The task:
In the entries below, find the string "Answer" and return each line holding it.

Items listed in a dataset:
________________________
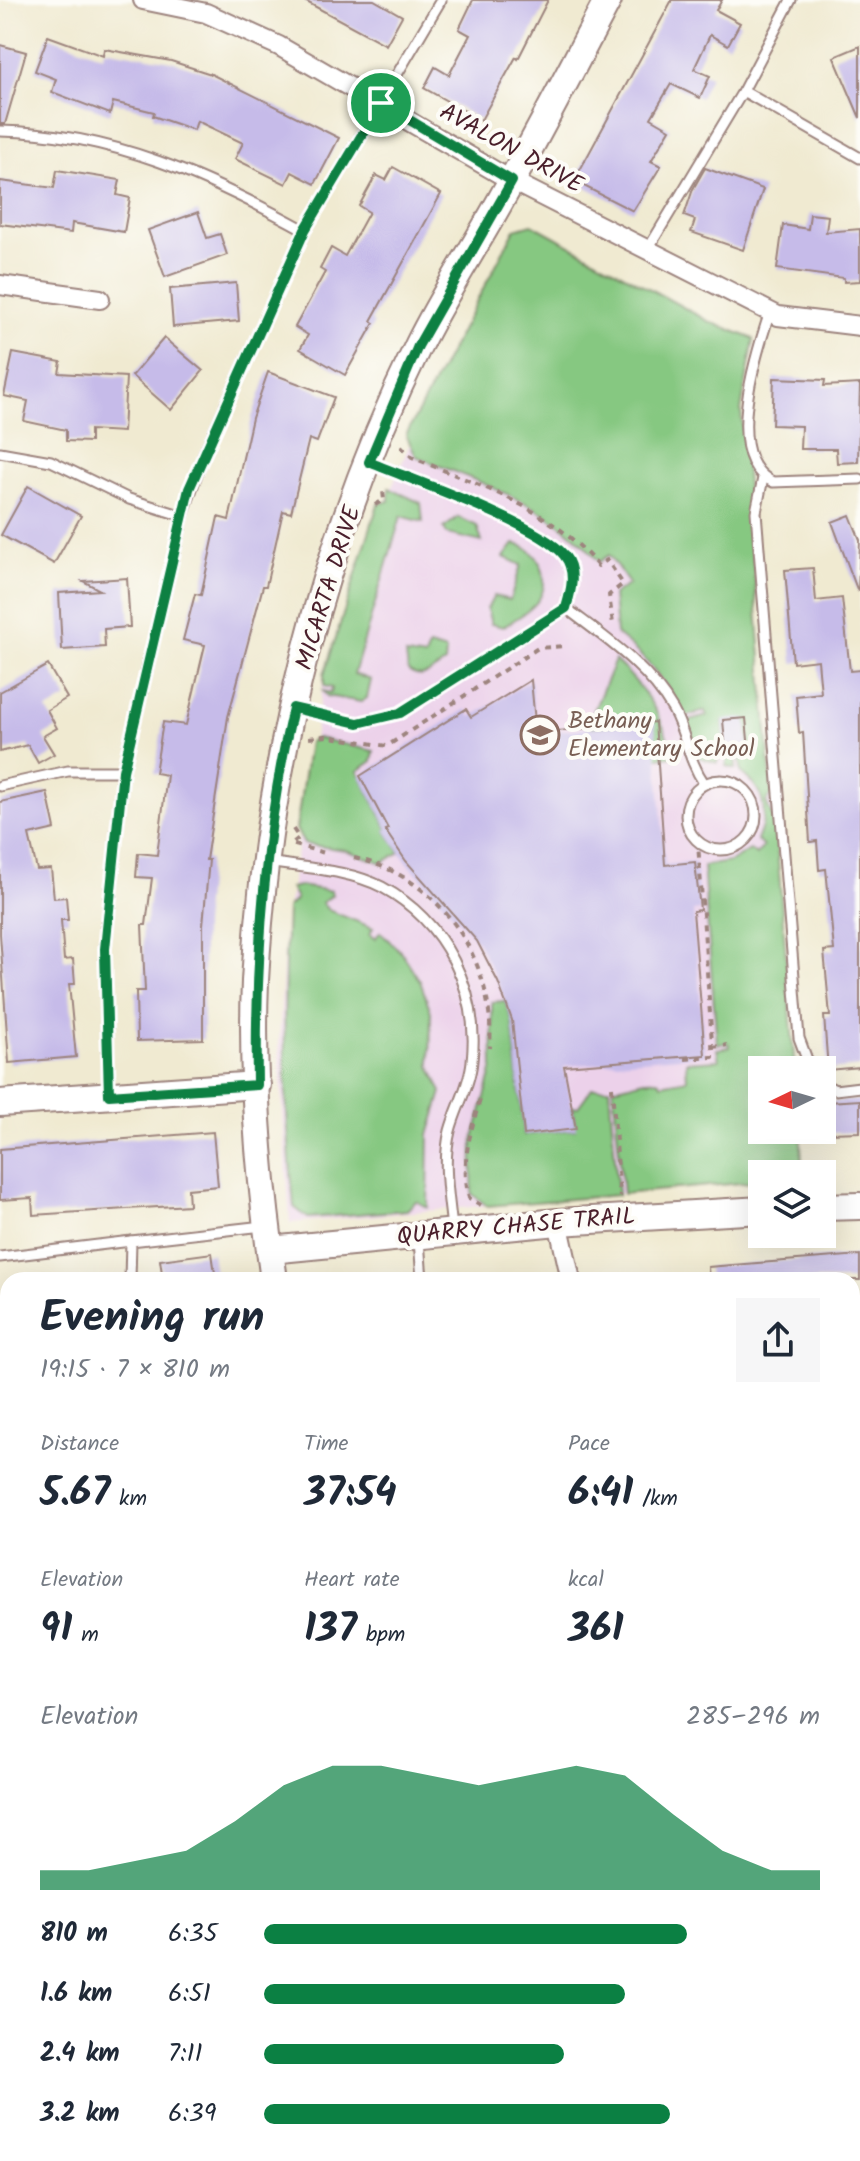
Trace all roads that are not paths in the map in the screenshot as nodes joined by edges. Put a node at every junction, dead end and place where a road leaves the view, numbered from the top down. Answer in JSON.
{"nodes":[{"id":1,"x":143,"y":0,"type":"edge"},
{"id":2,"x":441,"y":0,"type":"edge"},
{"id":3,"x":608,"y":0,"type":"edge"},
{"id":4,"x":791,"y":0,"type":"edge"},
{"id":5,"x":743,"y":91,"type":"junction"},
{"id":6,"x":381,"y":103,"type":"junction"},
{"id":7,"x":0,"y":131,"type":"edge"},
{"id":8,"x":860,"y":158,"type":"edge"},
{"id":9,"x":512,"y":181,"type":"junction"},
{"id":10,"x":305,"y":230,"type":"junction"},
{"id":11,"x":648,"y":249,"type":"junction"},
{"id":12,"x":0,"y":285,"type":"edge"},
{"id":13,"x":100,"y":299,"type":"dead end"},
{"id":14,"x":770,"y":312,"type":"junction"},
{"id":15,"x":860,"y":326,"type":"edge"},
{"id":16,"x":0,"y":452,"type":"edge"},
{"id":17,"x":369,"y":462,"type":"junction"},
{"id":18,"x":763,"y":478,"type":"junction"},
{"id":19,"x":860,"y":479,"type":"edge"},
{"id":20,"x":183,"y":516,"type":"junction"},
{"id":21,"x":566,"y":608,"type":"junction"},
{"id":22,"x":293,"y":708,"type":"junction"},
{"id":23,"x":123,"y":771,"type":"junction"},
{"id":24,"x":704,"y":783,"type":"junction"},
{"id":25,"x":0,"y":786,"type":"edge"},
{"id":26,"x":266,"y":862,"type":"junction"},
{"id":27,"x":806,"y":1056,"type":"edge"},
{"id":28,"x":257,"y":1085,"type":"junction"},
{"id":29,"x":860,"y":1087,"type":"edge"},
{"id":30,"x":836,"y":1090,"type":"edge"},
{"id":31,"x":109,"y":1095,"type":"junction"},
{"id":32,"x":0,"y":1103,"type":"edge"},
{"id":33,"x":860,"y":1206,"type":"edge"},
{"id":34,"x":836,"y":1207,"type":"edge"},
{"id":35,"x":748,"y":1211,"type":"edge"},
{"id":36,"x":558,"y":1222,"type":"junction"},
{"id":37,"x":453,"y":1232,"type":"junction"},
{"id":38,"x":419,"y":1236,"type":"junction"},
{"id":39,"x":269,"y":1238,"type":"junction"},
{"id":40,"x":131,"y":1241,"type":"junction"},
{"id":41,"x":0,"y":1257,"type":"edge"},
{"id":42,"x":130,"y":1272,"type":"edge"},
{"id":43,"x":273,"y":1272,"type":"edge"},
{"id":44,"x":421,"y":1272,"type":"edge"},
{"id":45,"x":569,"y":1272,"type":"edge"}],
"edges":[{"from":1,"to":6,"type":"street","name":"AVALON DRIVE"},
{"from":2,"to":6,"type":"lane"},
{"from":3,"to":9,"type":"street","name":"MICARTA DRIVE"},
{"from":4,"to":5,"type":"lane"},
{"from":5,"to":8,"type":"lane"},
{"from":5,"to":11,"type":"lane"},
{"from":6,"to":9,"type":"street","name":"AVALON DRIVE"},
{"from":6,"to":10,"type":"lane"},
{"from":7,"to":10,"type":"lane"},
{"from":9,"to":11,"type":"street","name":"AVALON DRIVE"},
{"from":9,"to":17,"type":"street","name":"MICARTA DRIVE"},
{"from":10,"to":20,"type":"lane"},
{"from":11,"to":14,"type":"street","name":"AVALON DRIVE"},
{"from":12,"to":13,"type":"street"},
{"from":14,"to":15,"type":"street","name":"AVALON DRIVE"},
{"from":14,"to":18,"type":"lane"},
{"from":16,"to":20,"type":"lane"},
{"from":17,"to":21,"type":"lane"},
{"from":17,"to":22,"type":"street","name":"MICARTA DRIVE"},
{"from":18,"to":19,"type":"lane"},
{"from":18,"to":27,"type":"lane"},
{"from":20,"to":23,"type":"lane"},
{"from":21,"to":22,"type":"lane"},
{"from":21,"to":24,"type":"lane"},
{"from":22,"to":26,"type":"street","name":"MICARTA DRIVE"},
{"from":23,"to":25,"type":"lane"},
{"from":23,"to":31,"type":"lane"},
{"from":24,"to":24,"type":"lane"},
{"from":26,"to":28,"type":"street","name":"MICARTA DRIVE"},
{"from":26,"to":37,"type":"lane"},
{"from":28,"to":31,"type":"street"},
{"from":28,"to":39,"type":"street","name":"MICARTA DRIVE"},
{"from":29,"to":30,"type":"lane"},
{"from":31,"to":32,"type":"street"},
{"from":33,"to":34,"type":"street"},
{"from":35,"to":36,"type":"street","name":"QUARRY CHASE TRAIL"},
{"from":36,"to":37,"type":"street","name":"QUARRY CHASE TRAIL"},
{"from":36,"to":45,"type":"street"},
{"from":37,"to":38,"type":"street","name":"QUARRY CHASE TRAIL"},
{"from":38,"to":39,"type":"street","name":"QUARRY CHASE TRAIL"},
{"from":38,"to":44,"type":"lane"},
{"from":39,"to":40,"type":"lane"},
{"from":39,"to":43,"type":"street","name":"MICARTA DRIVE"},
{"from":40,"to":41,"type":"lane"},
{"from":40,"to":42,"type":"lane"}]}
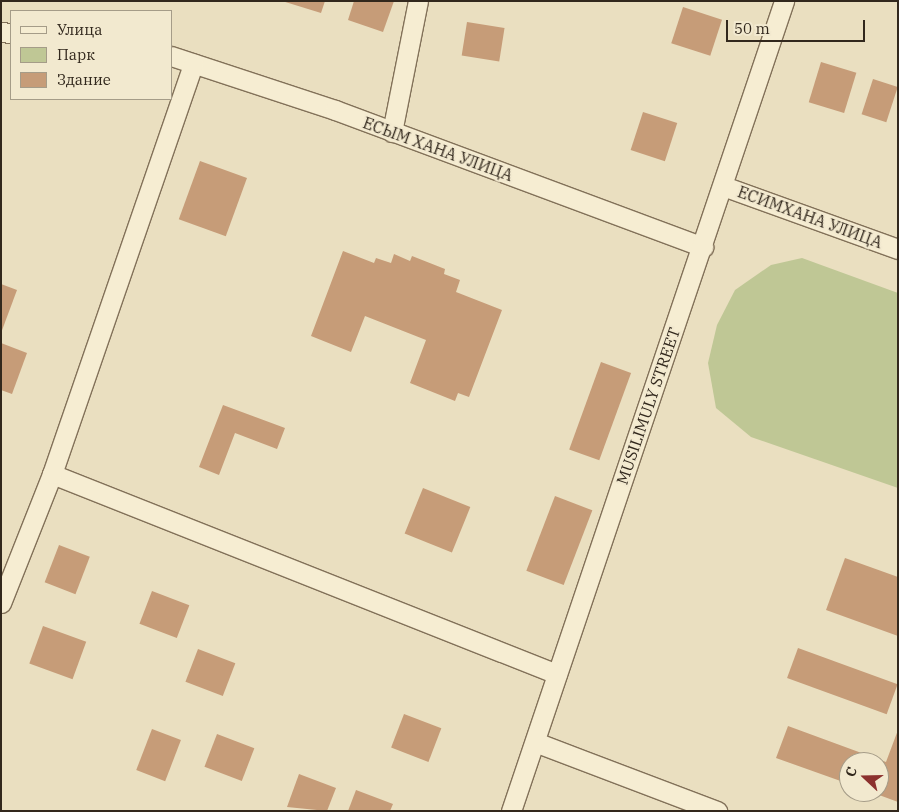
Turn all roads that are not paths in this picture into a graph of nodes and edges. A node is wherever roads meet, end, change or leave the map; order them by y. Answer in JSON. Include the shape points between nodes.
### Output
{"nodes":[{"id":1,"x":418,"y":1,"type":"edge"},
{"id":2,"x":784,"y":1,"type":"edge"},
{"id":3,"x":172,"y":56,"type":"edge"},
{"id":4,"x":194,"y":64,"type":"junction"},
{"id":5,"x":392,"y":132,"type":"junction"},
{"id":6,"x":723,"y":186,"type":"junction"},
{"id":7,"x":703,"y":247,"type":"junction"},
{"id":8,"x":898,"y":249,"type":"edge"},
{"id":9,"x":52,"y":474,"type":"junction"},
{"id":10,"x":1,"y":603,"type":"edge"},
{"id":11,"x":558,"y":674,"type":"junction"},
{"id":12,"x":535,"y":742,"type":"junction"},
{"id":13,"x":511,"y":811,"type":"edge"},
{"id":14,"x":717,"y":811,"type":"edge"}],
"edges":[{"from":1,"to":5,"type":"street"},
{"from":2,"to":6,"type":"street","name":"MUSILIMULY STREET"},
{"from":3,"to":4,"type":"street","name":"ЕСЫМ ХАНА УЛИЦА"},
{"from":4,"to":5,"type":"street","name":"ЕСЫМ ХАНА УЛИЦА"},
{"from":4,"to":9,"type":"street"},
{"from":5,"to":7,"type":"street","name":"ЕСЫМ ХАНА УЛИЦА"},
{"from":6,"to":7,"type":"street","name":"MUSILIMULY STREET"},
{"from":6,"to":8,"type":"street","name":"ЕСИМХАНА УЛИЦА"},
{"from":7,"to":11,"type":"street","name":"MUSILIMULY STREET"},
{"from":9,"to":10,"type":"street"},
{"from":9,"to":11,"type":"street"},
{"from":11,"to":12,"type":"street","name":"MUSILIMULY STREET"},
{"from":12,"to":13,"type":"street","name":"MUSILIMULY STREET"},
{"from":12,"to":14,"type":"street"}]}
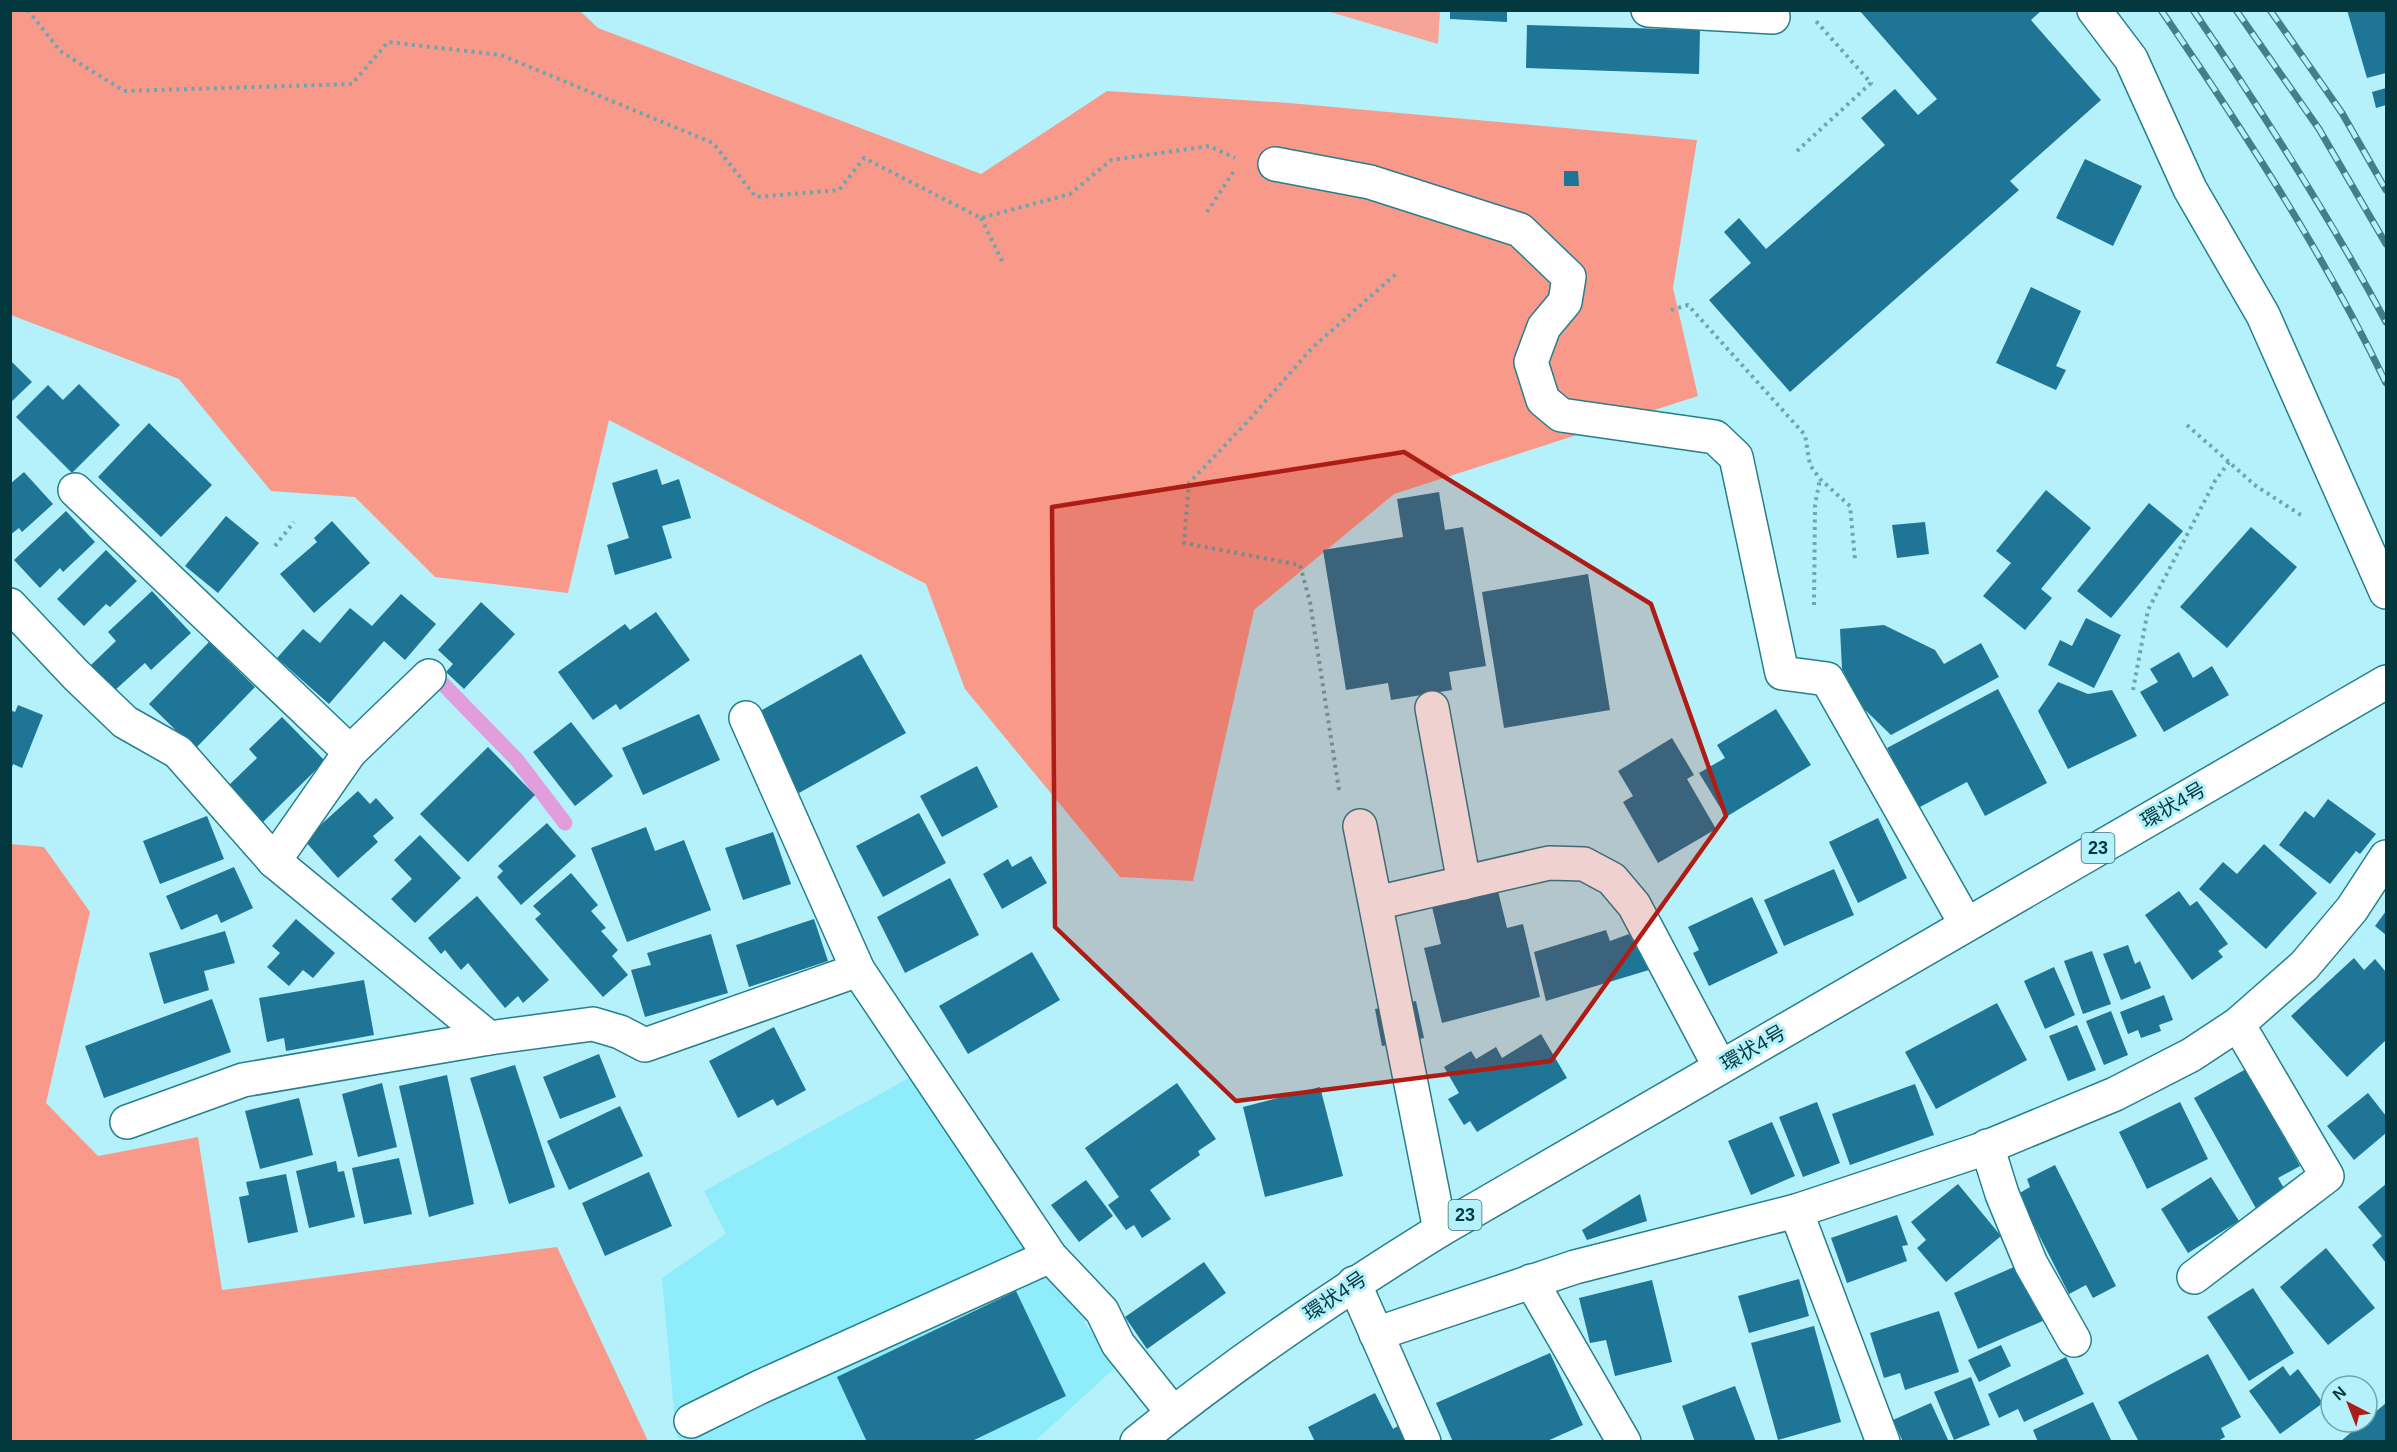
________________________
Result of this task:
Trace all roads that are not paths in the map in the screenshot as nodes joined by edges. Put a node at every junction, dead end and place where a road leaves the view, numbered from the top down. Answer in JSON.
Turn all roads that are not paths in this picture into a graph of nodes and edges. A node is wherever roads meet, end, change or leave the map; order them by y. Answer in JSON. Include the shape points between nodes.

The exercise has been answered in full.